# Looking for a router bit



## sagerejr (Feb 27, 2009)

I have a Jointability and the router bit is 3/4 X 1 1/2". I would like to find a 3/4 X 2" router bit so I can rout the bottom of a door.

Thanks,

sagere


----------



## jschaben (Jun 21, 2009)

sagerejr said:


> I have a Jointability and the router bit is 3/4 X 1 1/2". I would like to find a 3/4 X 2" router bit so I can rout the bottom of a door.
> 
> Thanks,
> 
> sagere


A little pricey but this one will do it..
Rockler Trim Router Bit Kits - Rockler Woodworking Tools


----------



## bobj3 (Jan 17, 2006)

HI

Use with your edge guide ▼
3 pc 1/2" SH Bottom Cleaning Router Bit Set - eBay (item 130420032034 end time Sep-10-10 16:07:10 PDT)

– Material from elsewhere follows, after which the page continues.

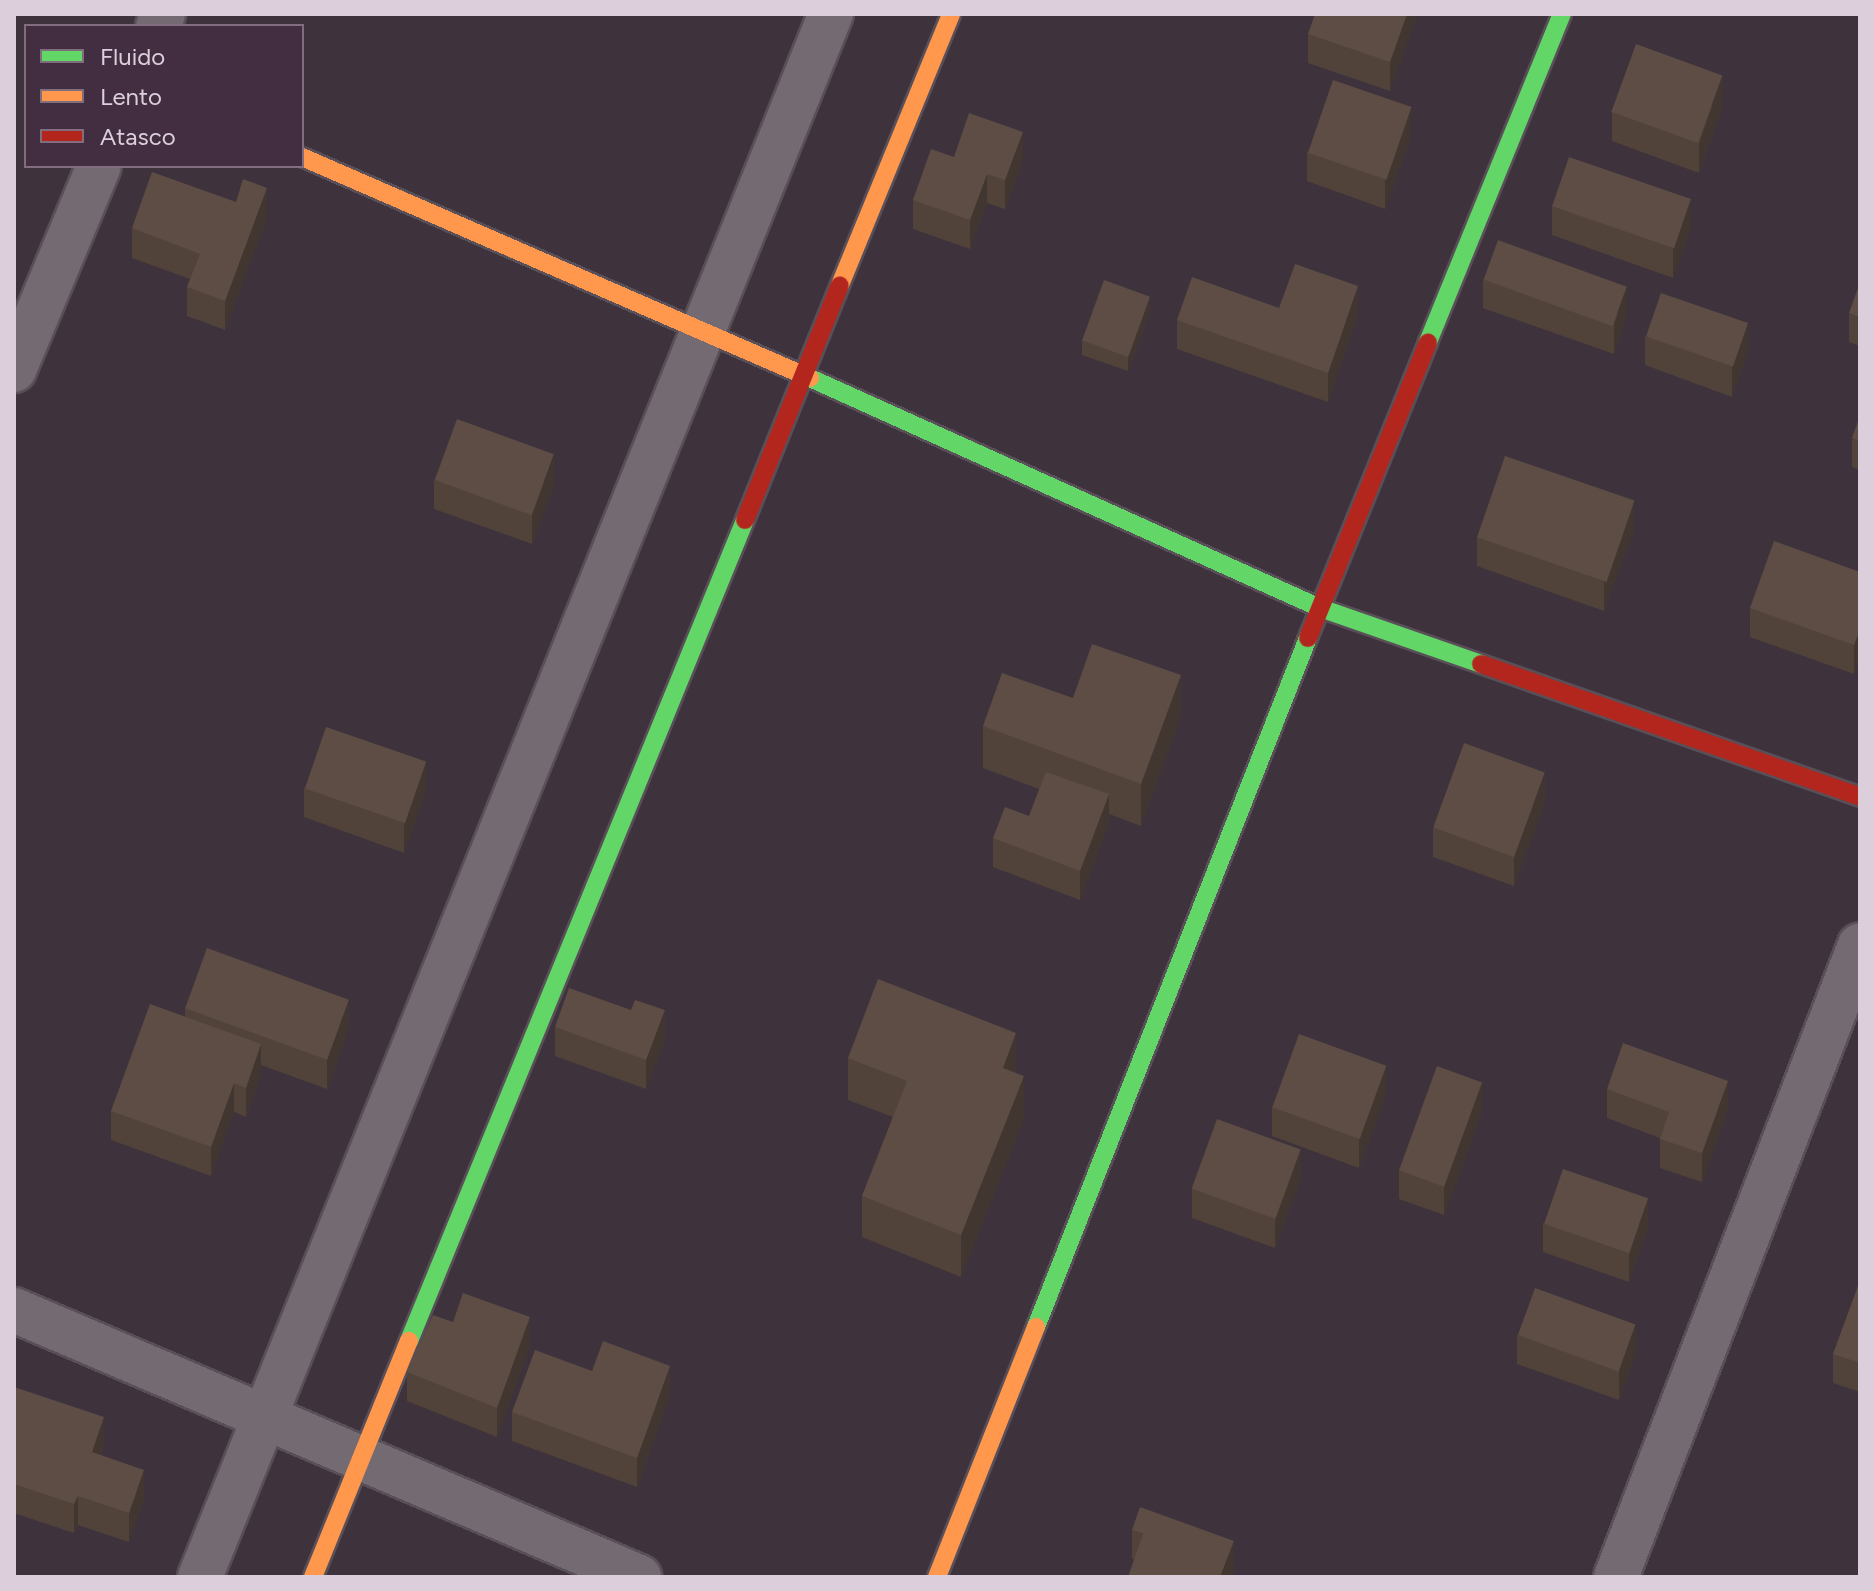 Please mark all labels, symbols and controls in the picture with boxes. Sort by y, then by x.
legend [24,24,304,168]
text: Fluido [100,42,165,71]
text: Lento [100,82,162,111]
text: Atasco [100,122,176,151] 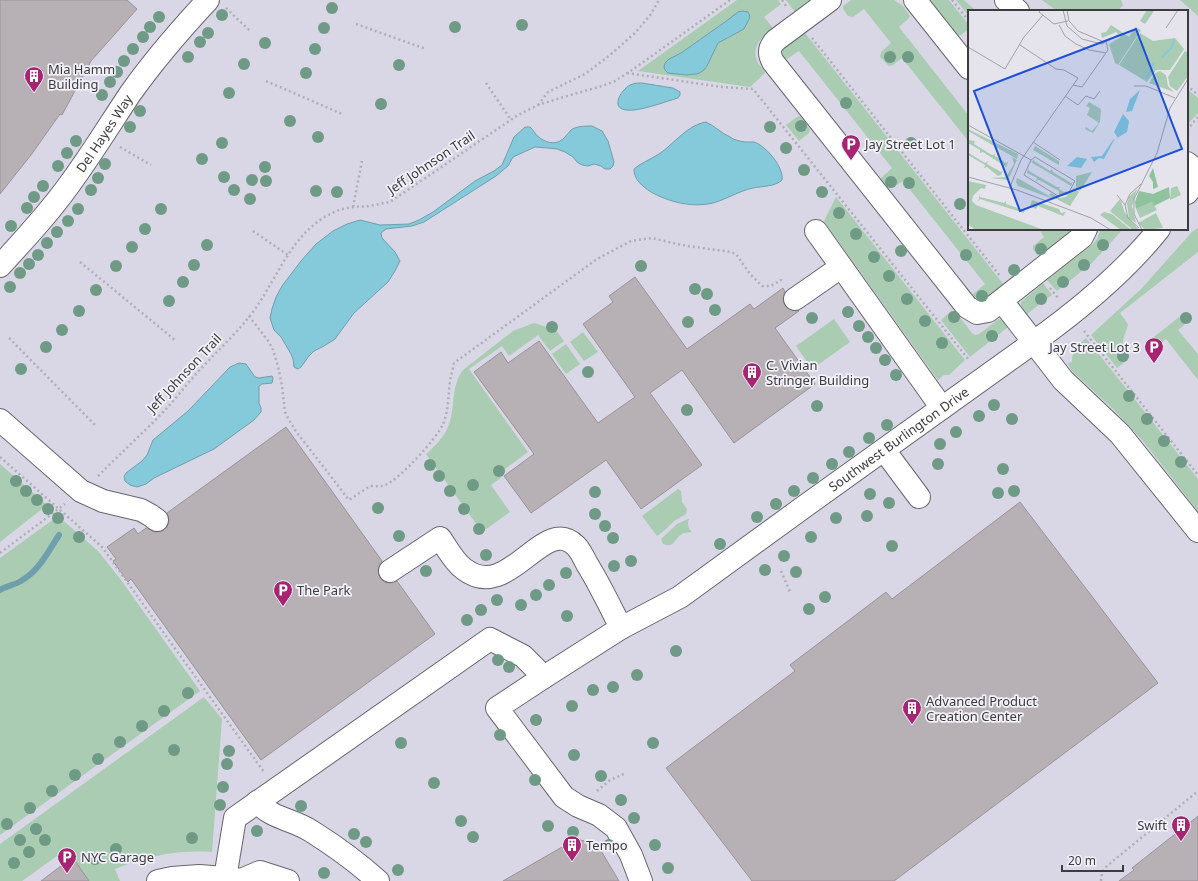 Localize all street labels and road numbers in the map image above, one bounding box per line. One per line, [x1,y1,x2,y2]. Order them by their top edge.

Use with a clamp on board/guide ▼
1 pc 1/2"SH 2" Blade Top Bearing Flush Trim Router Bit - eBay (item 130428940891 end time Sep-13-10 11:31:14 PDT)

==========



sagerejr said:


> I have a Jointability and the router bit is 3/4 X 1 1/2". I would like to find a 3/4 X 2" router bit so I can rout the bottom of a door.
> 
> Thanks,
> 
> sagere


----------



## istracpsboss (Sep 14, 2008)

jschaben said:


> A little pricey but this one will do it..
> Rockler Trim Router Bit Kits - Rockler Woodworking Tools


Looked quite reasonable until I scrolled down and realised the 29.99 was the little one
!

OTOH, I learned something. One bit with a same size bearing on top and variable ones on the bottom, for door work is neat !

Cheers

Peter


----------



## jschaben (Jun 21, 2009)

istracpsboss said:


> Looked quite reasonable until I scrolled down and realised the 29.99 was the little one
> !
> 
> OTOH, I learned something. One bit with a same size bearing on top and variable ones on the bottom, for door work is neat !
> ...


Hi Peter - Yeah, I thought it was pretty clever too.


----------



## ASTECH-TOOLS (Sep 3, 2010)

Hi sagere, if you need to do 2D/3D surface carving work on stone, I could help.
Because I find a newly developed router bit, and it can do very good job on stone. It was born for stone! Like this:









Hope it may help in your near future


----------



## Relfers (Jan 2, 2011)

Sagere, I too want to find a good bit to use with the Jointability. The original bit offerred was a 3/4" diameter spiral carbide. Hawk Industries bought the Jointability but don't offer the bit. I did find a 3/4" x 1 1/4" long HSS bit from MLCS. If you have any luch finding a 2" long bit, let me know.
Bert


----------



## bobj3 (Jan 17, 2006)

Top & Bottom Bearing
Flush Trim/Pattern Bits

#8814 3/4" 2" 1/2" $27.00

MLCS Flush Trim and Shear Angle Flush Trim Router Bits

MLCS Woodworking Adaptor Bushings and Ball Bearing Guides

I have moving bearings from one cutter to the other for a long time like the Rockler bit I thought it was normal for clean rabbit (re-bait ) cut on plywood or to put rubber seals in place on the bottom side of doors..I saw it done on a big garage doors a long time ago when I was hanging garage doors...and just picked it up as the norm.. 

====
===========



belfers said:


> Sagere, I too want to find a good bit to use with the Jointability. The original bit offerred was a 3/4" diameter spiral carbide. Hawk Industries bought the Jointability but don't offer the bit. I did find a 3/4" x 1 1/4" long HSS bit from MLCS. If you have any luch finding a 2" long bit, let me know.
> Bert


----------



## S.E.W. (Jan 5, 2011)

hand held operation 1/2" x 2" ce x1/2 x4-1/4 oal amana part#45424


----------